• [Exercise brief]
Only lines holding "graph" are wanted; copy each of them from the records below.

• [Records provided]
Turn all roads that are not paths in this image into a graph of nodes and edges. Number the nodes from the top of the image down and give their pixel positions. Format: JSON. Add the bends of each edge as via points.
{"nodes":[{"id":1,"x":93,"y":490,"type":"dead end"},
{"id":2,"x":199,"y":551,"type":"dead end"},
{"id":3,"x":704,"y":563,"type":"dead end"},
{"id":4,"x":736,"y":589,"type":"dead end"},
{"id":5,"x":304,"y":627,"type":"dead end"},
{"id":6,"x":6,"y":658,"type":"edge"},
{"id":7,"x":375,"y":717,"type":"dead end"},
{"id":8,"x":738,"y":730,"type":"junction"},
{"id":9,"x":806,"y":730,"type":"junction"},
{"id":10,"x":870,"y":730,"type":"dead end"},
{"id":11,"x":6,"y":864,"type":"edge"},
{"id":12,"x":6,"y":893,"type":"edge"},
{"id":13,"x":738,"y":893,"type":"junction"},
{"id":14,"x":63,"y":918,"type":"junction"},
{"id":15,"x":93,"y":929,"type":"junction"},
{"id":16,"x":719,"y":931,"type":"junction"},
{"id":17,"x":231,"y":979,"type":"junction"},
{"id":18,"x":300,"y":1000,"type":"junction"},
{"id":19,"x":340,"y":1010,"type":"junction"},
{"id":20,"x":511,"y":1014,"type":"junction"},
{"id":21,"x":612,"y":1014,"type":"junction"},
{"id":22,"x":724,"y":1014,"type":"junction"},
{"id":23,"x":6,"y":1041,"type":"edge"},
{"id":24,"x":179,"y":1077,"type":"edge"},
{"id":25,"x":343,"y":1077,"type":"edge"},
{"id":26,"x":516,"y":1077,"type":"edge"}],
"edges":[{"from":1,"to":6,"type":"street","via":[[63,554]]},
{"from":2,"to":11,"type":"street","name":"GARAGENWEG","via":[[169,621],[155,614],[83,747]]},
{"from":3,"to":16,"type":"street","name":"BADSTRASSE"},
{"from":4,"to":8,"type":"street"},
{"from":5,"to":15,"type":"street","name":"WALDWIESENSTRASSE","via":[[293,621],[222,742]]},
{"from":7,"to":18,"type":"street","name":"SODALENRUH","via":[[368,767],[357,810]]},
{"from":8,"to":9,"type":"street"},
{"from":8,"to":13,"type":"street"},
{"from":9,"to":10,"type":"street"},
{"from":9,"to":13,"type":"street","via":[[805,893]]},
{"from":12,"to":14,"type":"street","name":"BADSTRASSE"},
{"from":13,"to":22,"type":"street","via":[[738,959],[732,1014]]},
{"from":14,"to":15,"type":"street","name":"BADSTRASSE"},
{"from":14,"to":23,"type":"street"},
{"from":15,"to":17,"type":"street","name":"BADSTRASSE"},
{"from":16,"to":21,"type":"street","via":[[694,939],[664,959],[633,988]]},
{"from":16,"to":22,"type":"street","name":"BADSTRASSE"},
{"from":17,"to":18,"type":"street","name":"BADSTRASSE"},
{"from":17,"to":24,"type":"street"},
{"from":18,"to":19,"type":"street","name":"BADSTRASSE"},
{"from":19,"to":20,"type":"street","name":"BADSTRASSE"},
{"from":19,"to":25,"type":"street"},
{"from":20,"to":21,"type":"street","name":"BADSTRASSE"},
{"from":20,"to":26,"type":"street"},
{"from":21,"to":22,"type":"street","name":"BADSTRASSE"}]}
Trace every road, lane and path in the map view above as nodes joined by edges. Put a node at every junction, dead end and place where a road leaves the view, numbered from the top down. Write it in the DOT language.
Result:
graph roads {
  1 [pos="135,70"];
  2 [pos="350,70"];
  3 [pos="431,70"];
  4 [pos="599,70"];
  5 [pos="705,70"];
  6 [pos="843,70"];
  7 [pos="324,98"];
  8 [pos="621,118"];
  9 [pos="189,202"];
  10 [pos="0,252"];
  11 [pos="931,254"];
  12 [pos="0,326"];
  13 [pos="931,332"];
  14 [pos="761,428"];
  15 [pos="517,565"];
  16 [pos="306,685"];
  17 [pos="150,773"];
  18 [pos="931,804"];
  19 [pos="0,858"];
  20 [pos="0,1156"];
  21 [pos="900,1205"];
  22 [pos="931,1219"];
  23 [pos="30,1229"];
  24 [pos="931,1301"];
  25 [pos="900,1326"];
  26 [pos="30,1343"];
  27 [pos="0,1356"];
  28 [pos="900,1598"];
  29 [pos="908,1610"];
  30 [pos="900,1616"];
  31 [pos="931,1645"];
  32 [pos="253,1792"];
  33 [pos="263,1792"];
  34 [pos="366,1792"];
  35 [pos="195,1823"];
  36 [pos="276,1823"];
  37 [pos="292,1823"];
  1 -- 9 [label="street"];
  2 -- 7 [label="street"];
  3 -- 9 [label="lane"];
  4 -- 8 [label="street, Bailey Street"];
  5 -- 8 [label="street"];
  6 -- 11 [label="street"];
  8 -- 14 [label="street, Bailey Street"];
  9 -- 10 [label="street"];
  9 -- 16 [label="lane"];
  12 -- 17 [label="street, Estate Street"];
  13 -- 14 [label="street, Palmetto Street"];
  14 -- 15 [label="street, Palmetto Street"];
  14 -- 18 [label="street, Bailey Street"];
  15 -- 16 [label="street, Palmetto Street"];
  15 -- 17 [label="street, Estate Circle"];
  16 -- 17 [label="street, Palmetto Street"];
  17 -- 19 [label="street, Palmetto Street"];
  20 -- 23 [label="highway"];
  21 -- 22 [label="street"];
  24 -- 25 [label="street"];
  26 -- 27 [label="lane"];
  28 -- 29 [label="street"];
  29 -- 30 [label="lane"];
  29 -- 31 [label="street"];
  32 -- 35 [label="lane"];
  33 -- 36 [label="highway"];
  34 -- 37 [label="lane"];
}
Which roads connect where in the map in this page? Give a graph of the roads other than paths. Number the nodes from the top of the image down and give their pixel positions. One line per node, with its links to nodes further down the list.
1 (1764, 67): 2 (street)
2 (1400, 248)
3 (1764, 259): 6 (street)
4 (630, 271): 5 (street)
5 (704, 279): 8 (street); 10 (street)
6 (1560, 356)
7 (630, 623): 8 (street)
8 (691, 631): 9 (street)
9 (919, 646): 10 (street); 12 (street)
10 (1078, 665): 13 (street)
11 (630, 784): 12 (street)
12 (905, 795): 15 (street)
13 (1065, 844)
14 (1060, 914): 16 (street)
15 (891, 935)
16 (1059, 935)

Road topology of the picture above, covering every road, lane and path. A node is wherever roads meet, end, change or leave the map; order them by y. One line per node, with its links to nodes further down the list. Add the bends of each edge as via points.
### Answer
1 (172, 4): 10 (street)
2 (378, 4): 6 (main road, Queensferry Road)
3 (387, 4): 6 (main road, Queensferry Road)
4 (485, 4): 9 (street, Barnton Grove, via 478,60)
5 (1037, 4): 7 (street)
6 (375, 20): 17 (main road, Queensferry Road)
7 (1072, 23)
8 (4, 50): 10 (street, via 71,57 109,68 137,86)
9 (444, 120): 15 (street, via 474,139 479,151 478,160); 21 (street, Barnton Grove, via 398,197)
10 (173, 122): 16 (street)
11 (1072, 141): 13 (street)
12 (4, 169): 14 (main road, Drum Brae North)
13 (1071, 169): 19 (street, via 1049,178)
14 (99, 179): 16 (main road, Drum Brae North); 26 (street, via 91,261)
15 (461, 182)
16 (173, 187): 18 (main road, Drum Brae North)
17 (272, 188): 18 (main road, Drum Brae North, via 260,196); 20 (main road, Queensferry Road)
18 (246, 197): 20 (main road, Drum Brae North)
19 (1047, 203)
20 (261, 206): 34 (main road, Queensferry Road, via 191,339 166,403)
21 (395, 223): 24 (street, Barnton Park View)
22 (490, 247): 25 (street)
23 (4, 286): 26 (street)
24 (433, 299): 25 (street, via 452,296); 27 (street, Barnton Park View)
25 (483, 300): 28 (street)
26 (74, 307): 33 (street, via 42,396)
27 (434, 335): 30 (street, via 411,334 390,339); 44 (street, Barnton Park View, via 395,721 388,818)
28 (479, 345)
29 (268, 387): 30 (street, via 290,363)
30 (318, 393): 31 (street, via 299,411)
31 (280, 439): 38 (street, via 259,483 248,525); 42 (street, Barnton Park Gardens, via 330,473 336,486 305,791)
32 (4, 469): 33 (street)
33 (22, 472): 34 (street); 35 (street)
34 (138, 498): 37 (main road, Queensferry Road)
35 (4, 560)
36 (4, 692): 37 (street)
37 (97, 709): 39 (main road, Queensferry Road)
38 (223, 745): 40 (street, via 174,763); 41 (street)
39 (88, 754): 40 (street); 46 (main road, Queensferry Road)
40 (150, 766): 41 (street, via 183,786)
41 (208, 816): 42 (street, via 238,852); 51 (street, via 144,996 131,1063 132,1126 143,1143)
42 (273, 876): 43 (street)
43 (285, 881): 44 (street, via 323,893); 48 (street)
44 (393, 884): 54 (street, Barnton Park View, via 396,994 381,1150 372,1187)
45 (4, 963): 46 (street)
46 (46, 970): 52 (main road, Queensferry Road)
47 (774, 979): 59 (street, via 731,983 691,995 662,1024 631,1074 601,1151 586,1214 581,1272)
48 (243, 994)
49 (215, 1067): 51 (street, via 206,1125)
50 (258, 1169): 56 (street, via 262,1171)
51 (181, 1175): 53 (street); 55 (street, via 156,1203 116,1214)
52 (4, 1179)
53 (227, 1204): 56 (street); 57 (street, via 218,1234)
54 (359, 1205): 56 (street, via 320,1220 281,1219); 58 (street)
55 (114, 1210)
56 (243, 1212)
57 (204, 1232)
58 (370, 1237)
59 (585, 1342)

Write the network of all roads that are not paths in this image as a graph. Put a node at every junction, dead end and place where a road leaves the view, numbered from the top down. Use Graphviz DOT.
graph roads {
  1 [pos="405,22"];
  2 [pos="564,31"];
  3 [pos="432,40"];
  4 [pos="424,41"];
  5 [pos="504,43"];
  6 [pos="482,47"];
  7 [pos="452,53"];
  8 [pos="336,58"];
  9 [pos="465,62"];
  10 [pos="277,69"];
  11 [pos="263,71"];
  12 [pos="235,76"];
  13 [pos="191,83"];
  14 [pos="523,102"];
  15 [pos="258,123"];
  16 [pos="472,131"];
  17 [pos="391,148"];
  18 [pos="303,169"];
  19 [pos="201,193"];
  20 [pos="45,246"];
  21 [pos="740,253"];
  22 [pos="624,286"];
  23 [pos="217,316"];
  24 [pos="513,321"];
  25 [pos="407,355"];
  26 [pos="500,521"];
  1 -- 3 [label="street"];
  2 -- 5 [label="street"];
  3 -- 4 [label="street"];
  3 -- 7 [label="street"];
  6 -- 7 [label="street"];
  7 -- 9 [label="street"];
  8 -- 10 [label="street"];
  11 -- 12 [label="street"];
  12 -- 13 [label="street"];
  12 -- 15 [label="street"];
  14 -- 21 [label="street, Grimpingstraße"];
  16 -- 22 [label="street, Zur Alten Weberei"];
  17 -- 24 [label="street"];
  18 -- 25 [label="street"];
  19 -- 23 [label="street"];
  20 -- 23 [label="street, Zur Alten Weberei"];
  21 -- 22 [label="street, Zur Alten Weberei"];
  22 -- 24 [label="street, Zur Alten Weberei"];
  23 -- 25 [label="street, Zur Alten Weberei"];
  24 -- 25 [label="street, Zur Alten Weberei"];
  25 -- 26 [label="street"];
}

• [Finished task]
Turn all roads that are not paths in this image into a graph of nodes and edges. Number the nodes from the top of the image down and give their pixel positions. Format: JSON. Add the bends of each edge as via points.
graph roads {
Which roads connect where in the map in this page? Give a graph of the roads other than paths. Number the nodes from the top of the image down and give their pixel positions. One line per node, with its links to nodes further down the list.
Write the network of all roads that are not paths in this image as a graph. Put a node at every junction, dead end and place where a road leaves the view, numbered from the top down. Use Graphviz DOT.
graph roads {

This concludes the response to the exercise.